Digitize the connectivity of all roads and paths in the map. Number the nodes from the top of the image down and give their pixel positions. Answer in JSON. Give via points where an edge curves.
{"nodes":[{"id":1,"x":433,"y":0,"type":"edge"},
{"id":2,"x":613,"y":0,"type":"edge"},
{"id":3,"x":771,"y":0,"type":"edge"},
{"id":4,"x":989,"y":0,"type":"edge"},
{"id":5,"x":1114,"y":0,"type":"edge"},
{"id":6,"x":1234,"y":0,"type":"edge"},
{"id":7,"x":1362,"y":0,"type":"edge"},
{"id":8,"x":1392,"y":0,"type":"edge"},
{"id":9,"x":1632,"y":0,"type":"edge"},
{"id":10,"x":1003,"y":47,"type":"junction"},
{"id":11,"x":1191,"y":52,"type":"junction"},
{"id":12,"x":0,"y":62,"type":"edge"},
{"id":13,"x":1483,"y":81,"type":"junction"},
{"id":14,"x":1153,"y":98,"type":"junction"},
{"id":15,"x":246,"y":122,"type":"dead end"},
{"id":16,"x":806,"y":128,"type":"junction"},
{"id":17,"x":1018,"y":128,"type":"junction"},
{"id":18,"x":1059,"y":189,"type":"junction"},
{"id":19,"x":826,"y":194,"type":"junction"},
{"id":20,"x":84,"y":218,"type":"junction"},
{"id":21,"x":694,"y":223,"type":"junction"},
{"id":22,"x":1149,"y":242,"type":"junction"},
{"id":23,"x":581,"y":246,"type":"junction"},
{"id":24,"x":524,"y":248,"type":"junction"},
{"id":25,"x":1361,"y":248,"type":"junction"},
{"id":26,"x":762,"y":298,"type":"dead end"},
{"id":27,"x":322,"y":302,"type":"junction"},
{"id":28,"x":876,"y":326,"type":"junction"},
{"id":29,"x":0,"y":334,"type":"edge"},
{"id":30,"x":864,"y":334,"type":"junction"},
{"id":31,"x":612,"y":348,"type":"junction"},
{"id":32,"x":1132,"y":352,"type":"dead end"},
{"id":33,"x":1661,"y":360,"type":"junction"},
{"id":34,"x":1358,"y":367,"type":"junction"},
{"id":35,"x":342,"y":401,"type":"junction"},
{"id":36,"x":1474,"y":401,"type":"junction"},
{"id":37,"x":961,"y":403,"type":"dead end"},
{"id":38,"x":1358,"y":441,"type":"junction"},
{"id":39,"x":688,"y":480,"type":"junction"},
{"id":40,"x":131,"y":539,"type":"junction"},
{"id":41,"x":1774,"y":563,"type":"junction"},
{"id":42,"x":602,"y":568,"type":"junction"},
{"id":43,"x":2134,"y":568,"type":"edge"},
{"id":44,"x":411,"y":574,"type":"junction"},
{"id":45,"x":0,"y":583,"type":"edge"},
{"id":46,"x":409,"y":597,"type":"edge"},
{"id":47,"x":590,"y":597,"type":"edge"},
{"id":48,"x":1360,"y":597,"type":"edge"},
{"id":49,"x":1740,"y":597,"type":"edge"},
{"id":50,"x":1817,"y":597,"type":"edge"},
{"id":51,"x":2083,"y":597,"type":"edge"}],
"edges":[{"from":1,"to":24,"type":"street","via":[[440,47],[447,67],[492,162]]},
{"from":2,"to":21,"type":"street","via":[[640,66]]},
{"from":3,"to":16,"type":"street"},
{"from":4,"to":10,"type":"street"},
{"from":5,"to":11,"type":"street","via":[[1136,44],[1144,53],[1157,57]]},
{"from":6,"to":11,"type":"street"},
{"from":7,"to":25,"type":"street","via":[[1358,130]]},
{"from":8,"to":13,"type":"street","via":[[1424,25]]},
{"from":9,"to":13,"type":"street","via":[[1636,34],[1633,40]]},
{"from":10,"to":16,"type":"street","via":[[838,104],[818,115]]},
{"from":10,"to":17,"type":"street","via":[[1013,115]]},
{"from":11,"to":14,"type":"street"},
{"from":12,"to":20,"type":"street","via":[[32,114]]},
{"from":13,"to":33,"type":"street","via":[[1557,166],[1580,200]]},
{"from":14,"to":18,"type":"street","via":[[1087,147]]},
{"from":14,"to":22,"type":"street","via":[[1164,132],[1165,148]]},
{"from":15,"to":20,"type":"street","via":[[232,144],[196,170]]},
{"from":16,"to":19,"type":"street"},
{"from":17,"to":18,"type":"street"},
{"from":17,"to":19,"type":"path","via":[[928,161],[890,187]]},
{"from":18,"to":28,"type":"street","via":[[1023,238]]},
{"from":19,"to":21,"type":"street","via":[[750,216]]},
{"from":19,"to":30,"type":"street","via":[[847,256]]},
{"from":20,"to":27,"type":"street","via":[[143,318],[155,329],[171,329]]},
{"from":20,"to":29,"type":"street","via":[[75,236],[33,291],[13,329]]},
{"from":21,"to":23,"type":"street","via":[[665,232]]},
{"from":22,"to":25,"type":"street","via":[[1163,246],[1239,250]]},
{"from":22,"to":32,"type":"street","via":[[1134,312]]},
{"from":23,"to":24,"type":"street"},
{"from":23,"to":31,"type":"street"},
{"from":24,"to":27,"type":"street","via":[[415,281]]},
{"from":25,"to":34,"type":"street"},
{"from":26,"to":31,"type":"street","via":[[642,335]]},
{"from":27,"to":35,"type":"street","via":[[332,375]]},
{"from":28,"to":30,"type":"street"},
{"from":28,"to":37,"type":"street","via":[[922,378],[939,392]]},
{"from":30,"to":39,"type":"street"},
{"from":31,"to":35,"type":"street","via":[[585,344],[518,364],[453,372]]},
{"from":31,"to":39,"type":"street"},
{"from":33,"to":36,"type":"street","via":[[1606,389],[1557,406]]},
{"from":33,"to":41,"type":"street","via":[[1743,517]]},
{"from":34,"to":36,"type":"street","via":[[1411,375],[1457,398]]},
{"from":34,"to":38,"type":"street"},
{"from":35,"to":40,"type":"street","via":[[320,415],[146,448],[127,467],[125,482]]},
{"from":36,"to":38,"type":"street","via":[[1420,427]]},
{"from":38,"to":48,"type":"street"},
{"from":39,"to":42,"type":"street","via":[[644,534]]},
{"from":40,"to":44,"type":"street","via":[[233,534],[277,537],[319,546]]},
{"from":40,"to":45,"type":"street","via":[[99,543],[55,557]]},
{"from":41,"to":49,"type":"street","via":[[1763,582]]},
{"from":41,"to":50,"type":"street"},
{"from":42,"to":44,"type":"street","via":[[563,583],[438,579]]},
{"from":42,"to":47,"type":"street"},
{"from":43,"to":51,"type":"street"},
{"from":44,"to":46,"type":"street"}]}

• _What to do_
The entries above are to be retyped exactly, with nothing left out.

• _Finished task_
Digitize the connectivity of all roads and paths in the map. Number the nodes from the top of the image down and give their pixel positions. Answer in JSON. Give via points where an edge curves.
{"nodes":[{"id":1,"x":433,"y":0,"type":"edge"},
{"id":2,"x":613,"y":0,"type":"edge"},
{"id":3,"x":771,"y":0,"type":"edge"},
{"id":4,"x":989,"y":0,"type":"edge"},
{"id":5,"x":1114,"y":0,"type":"edge"},
{"id":6,"x":1234,"y":0,"type":"edge"},
{"id":7,"x":1362,"y":0,"type":"edge"},
{"id":8,"x":1392,"y":0,"type":"edge"},
{"id":9,"x":1632,"y":0,"type":"edge"},
{"id":10,"x":1003,"y":47,"type":"junction"},
{"id":11,"x":1191,"y":52,"type":"junction"},
{"id":12,"x":0,"y":62,"type":"edge"},
{"id":13,"x":1483,"y":81,"type":"junction"},
{"id":14,"x":1153,"y":98,"type":"junction"},
{"id":15,"x":246,"y":122,"type":"dead end"},
{"id":16,"x":806,"y":128,"type":"junction"},
{"id":17,"x":1018,"y":128,"type":"junction"},
{"id":18,"x":1059,"y":189,"type":"junction"},
{"id":19,"x":826,"y":194,"type":"junction"},
{"id":20,"x":84,"y":218,"type":"junction"},
{"id":21,"x":694,"y":223,"type":"junction"},
{"id":22,"x":1149,"y":242,"type":"junction"},
{"id":23,"x":581,"y":246,"type":"junction"},
{"id":24,"x":524,"y":248,"type":"junction"},
{"id":25,"x":1361,"y":248,"type":"junction"},
{"id":26,"x":762,"y":298,"type":"dead end"},
{"id":27,"x":322,"y":302,"type":"junction"},
{"id":28,"x":876,"y":326,"type":"junction"},
{"id":29,"x":0,"y":334,"type":"edge"},
{"id":30,"x":864,"y":334,"type":"junction"},
{"id":31,"x":612,"y":348,"type":"junction"},
{"id":32,"x":1132,"y":352,"type":"dead end"},
{"id":33,"x":1661,"y":360,"type":"junction"},
{"id":34,"x":1358,"y":367,"type":"junction"},
{"id":35,"x":342,"y":401,"type":"junction"},
{"id":36,"x":1474,"y":401,"type":"junction"},
{"id":37,"x":961,"y":403,"type":"dead end"},
{"id":38,"x":1358,"y":441,"type":"junction"},
{"id":39,"x":688,"y":480,"type":"junction"},
{"id":40,"x":131,"y":539,"type":"junction"},
{"id":41,"x":1774,"y":563,"type":"junction"},
{"id":42,"x":602,"y":568,"type":"junction"},
{"id":43,"x":2134,"y":568,"type":"edge"},
{"id":44,"x":411,"y":574,"type":"junction"},
{"id":45,"x":0,"y":583,"type":"edge"},
{"id":46,"x":409,"y":597,"type":"edge"},
{"id":47,"x":590,"y":597,"type":"edge"},
{"id":48,"x":1360,"y":597,"type":"edge"},
{"id":49,"x":1740,"y":597,"type":"edge"},
{"id":50,"x":1817,"y":597,"type":"edge"},
{"id":51,"x":2083,"y":597,"type":"edge"}],
"edges":[{"from":1,"to":24,"type":"street","via":[[440,47],[447,67],[492,162]]},
{"from":2,"to":21,"type":"street","via":[[640,66]]},
{"from":3,"to":16,"type":"street"},
{"from":4,"to":10,"type":"street"},
{"from":5,"to":11,"type":"street","via":[[1136,44],[1144,53],[1157,57]]},
{"from":6,"to":11,"type":"street"},
{"from":7,"to":25,"type":"street","via":[[1358,130]]},
{"from":8,"to":13,"type":"street","via":[[1424,25]]},
{"from":9,"to":13,"type":"street","via":[[1636,34],[1633,40]]},
{"from":10,"to":16,"type":"street","via":[[838,104],[818,115]]},
{"from":10,"to":17,"type":"street","via":[[1013,115]]},
{"from":11,"to":14,"type":"street"},
{"from":12,"to":20,"type":"street","via":[[32,114]]},
{"from":13,"to":33,"type":"street","via":[[1557,166],[1580,200]]},
{"from":14,"to":18,"type":"street","via":[[1087,147]]},
{"from":14,"to":22,"type":"street","via":[[1164,132],[1165,148]]},
{"from":15,"to":20,"type":"street","via":[[232,144],[196,170]]},
{"from":16,"to":19,"type":"street"},
{"from":17,"to":18,"type":"street"},
{"from":17,"to":19,"type":"path","via":[[928,161],[890,187]]},
{"from":18,"to":28,"type":"street","via":[[1023,238]]},
{"from":19,"to":21,"type":"street","via":[[750,216]]},
{"from":19,"to":30,"type":"street","via":[[847,256]]},
{"from":20,"to":27,"type":"street","via":[[143,318],[155,329],[171,329]]},
{"from":20,"to":29,"type":"street","via":[[75,236],[33,291],[13,329]]},
{"from":21,"to":23,"type":"street","via":[[665,232]]},
{"from":22,"to":25,"type":"street","via":[[1163,246],[1239,250]]},
{"from":22,"to":32,"type":"street","via":[[1134,312]]},
{"from":23,"to":24,"type":"street"},
{"from":23,"to":31,"type":"street"},
{"from":24,"to":27,"type":"street","via":[[415,281]]},
{"from":25,"to":34,"type":"street"},
{"from":26,"to":31,"type":"street","via":[[642,335]]},
{"from":27,"to":35,"type":"street","via":[[332,375]]},
{"from":28,"to":30,"type":"street"},
{"from":28,"to":37,"type":"street","via":[[922,378],[939,392]]},
{"from":30,"to":39,"type":"street"},
{"from":31,"to":35,"type":"street","via":[[585,344],[518,364],[453,372]]},
{"from":31,"to":39,"type":"street"},
{"from":33,"to":36,"type":"street","via":[[1606,389],[1557,406]]},
{"from":33,"to":41,"type":"street","via":[[1743,517]]},
{"from":34,"to":36,"type":"street","via":[[1411,375],[1457,398]]},
{"from":34,"to":38,"type":"street"},
{"from":35,"to":40,"type":"street","via":[[320,415],[146,448],[127,467],[125,482]]},
{"from":36,"to":38,"type":"street","via":[[1420,427]]},
{"from":38,"to":48,"type":"street"},
{"from":39,"to":42,"type":"street","via":[[644,534]]},
{"from":40,"to":44,"type":"street","via":[[233,534],[277,537],[319,546]]},
{"from":40,"to":45,"type":"street","via":[[99,543],[55,557]]},
{"from":41,"to":49,"type":"street","via":[[1763,582]]},
{"from":41,"to":50,"type":"street"},
{"from":42,"to":44,"type":"street","via":[[563,583],[438,579]]},
{"from":42,"to":47,"type":"street"},
{"from":43,"to":51,"type":"street"},
{"from":44,"to":46,"type":"street"}]}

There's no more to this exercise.